How many lines of the data contain "石川百田線"? Reply with the number alone.

# # # #

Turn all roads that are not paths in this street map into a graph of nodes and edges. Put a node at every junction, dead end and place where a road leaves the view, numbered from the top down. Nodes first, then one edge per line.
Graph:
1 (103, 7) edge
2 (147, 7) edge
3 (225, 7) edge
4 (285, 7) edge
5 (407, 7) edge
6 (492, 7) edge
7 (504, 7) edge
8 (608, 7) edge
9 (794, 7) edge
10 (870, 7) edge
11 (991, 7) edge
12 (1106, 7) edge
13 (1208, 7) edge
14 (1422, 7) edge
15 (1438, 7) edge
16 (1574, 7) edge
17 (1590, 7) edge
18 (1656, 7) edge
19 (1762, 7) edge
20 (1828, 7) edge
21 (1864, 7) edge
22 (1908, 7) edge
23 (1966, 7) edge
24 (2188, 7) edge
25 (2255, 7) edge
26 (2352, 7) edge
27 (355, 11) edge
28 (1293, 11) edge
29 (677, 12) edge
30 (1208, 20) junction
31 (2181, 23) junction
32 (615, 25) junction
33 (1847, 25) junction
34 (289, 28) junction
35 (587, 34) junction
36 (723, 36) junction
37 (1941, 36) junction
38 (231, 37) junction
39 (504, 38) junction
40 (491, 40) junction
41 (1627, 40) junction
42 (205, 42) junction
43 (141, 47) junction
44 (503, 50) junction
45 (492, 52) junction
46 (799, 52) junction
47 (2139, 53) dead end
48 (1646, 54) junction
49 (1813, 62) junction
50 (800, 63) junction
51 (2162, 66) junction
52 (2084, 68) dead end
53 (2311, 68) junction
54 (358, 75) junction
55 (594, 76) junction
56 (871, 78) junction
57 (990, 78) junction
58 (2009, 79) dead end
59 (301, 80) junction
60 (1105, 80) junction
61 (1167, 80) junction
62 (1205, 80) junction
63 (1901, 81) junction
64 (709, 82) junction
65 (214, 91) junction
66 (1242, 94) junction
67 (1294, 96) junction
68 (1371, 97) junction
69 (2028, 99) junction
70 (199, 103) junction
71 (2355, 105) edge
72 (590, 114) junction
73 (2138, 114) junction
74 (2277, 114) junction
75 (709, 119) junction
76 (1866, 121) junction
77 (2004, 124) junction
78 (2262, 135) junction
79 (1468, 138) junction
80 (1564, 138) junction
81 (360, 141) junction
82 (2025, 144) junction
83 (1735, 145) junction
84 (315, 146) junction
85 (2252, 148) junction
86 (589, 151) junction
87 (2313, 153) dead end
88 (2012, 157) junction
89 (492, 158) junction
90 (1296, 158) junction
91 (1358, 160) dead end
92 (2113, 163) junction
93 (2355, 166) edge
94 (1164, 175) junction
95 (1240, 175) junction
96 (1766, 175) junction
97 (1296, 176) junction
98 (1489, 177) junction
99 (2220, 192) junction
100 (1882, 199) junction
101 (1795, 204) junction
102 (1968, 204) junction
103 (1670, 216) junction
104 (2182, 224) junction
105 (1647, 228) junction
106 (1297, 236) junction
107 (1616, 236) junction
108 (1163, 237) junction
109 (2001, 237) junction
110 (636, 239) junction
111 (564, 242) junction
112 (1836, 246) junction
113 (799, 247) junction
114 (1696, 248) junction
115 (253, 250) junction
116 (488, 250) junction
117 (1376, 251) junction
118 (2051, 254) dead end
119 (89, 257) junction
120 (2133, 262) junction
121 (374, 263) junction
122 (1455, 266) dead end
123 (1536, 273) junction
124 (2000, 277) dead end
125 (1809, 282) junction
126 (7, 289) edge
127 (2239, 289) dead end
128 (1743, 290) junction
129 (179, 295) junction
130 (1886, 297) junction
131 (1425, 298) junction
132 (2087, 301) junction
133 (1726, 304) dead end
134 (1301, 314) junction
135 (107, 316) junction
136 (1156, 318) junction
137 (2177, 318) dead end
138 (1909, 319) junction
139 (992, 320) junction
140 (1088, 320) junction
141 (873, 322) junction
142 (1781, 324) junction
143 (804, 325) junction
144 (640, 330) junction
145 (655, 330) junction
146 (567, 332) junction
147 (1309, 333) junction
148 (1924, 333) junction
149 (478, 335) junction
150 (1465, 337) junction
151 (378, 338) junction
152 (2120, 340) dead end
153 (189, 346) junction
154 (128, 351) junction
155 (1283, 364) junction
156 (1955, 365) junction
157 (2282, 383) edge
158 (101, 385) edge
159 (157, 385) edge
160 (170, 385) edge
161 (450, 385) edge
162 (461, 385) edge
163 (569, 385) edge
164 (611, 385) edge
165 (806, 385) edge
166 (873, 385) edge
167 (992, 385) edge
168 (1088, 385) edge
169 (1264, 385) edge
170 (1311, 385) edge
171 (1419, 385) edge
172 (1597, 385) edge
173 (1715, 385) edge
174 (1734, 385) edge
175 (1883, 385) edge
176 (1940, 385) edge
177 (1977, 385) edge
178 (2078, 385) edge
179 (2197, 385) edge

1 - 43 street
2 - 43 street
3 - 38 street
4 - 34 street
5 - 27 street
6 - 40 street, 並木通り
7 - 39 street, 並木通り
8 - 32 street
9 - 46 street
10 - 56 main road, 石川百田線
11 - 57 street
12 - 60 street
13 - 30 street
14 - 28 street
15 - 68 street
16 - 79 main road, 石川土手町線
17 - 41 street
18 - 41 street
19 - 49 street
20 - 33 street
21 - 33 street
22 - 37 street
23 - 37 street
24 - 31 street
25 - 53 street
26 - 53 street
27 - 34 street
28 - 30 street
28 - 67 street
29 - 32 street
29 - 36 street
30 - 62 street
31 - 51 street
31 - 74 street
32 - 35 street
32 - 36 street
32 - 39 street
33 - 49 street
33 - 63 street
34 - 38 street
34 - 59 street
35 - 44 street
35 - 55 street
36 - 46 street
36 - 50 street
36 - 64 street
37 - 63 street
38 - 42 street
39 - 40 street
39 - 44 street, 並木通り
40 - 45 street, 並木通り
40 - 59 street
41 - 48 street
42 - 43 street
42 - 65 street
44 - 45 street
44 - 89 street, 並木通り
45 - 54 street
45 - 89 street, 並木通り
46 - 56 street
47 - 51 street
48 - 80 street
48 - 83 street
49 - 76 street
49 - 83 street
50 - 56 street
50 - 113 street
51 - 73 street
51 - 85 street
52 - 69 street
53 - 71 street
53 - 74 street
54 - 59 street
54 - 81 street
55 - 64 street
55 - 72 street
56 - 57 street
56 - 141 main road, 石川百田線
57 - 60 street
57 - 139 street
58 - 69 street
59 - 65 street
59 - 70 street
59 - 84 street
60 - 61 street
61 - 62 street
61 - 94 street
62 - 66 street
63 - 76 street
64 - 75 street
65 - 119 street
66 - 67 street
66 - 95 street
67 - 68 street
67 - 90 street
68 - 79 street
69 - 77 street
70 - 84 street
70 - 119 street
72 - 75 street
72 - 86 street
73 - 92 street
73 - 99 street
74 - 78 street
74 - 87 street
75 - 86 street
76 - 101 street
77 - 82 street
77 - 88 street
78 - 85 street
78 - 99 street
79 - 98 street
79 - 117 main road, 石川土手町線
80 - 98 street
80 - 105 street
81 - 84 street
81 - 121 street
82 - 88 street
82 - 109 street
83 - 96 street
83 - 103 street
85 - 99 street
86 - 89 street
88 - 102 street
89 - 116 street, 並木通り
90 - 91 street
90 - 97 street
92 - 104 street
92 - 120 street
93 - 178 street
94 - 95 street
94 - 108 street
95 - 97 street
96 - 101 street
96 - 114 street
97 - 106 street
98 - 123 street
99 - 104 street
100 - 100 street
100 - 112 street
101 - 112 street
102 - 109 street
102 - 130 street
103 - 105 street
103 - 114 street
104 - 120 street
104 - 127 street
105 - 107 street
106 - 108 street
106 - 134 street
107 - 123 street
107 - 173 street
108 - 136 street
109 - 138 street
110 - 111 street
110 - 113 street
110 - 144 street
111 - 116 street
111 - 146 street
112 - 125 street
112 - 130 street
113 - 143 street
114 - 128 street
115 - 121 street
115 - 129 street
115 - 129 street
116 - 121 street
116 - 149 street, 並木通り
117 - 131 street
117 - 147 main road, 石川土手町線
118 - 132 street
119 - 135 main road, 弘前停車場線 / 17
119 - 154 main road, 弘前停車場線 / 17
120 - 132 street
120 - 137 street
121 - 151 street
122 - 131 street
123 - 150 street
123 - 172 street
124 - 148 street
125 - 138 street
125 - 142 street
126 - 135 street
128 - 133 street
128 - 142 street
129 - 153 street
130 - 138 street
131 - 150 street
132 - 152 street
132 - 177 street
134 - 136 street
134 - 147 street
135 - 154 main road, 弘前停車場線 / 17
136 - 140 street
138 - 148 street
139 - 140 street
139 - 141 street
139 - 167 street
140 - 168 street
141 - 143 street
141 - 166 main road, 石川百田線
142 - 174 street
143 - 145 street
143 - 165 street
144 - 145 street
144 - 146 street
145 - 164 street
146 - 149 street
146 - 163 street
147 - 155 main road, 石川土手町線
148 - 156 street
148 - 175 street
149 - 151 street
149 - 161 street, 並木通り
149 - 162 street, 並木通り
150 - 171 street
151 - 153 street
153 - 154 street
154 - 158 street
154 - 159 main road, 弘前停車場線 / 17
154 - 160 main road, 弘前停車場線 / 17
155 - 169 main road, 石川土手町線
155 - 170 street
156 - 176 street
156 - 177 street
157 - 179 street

# # # #

**Expected answer**
3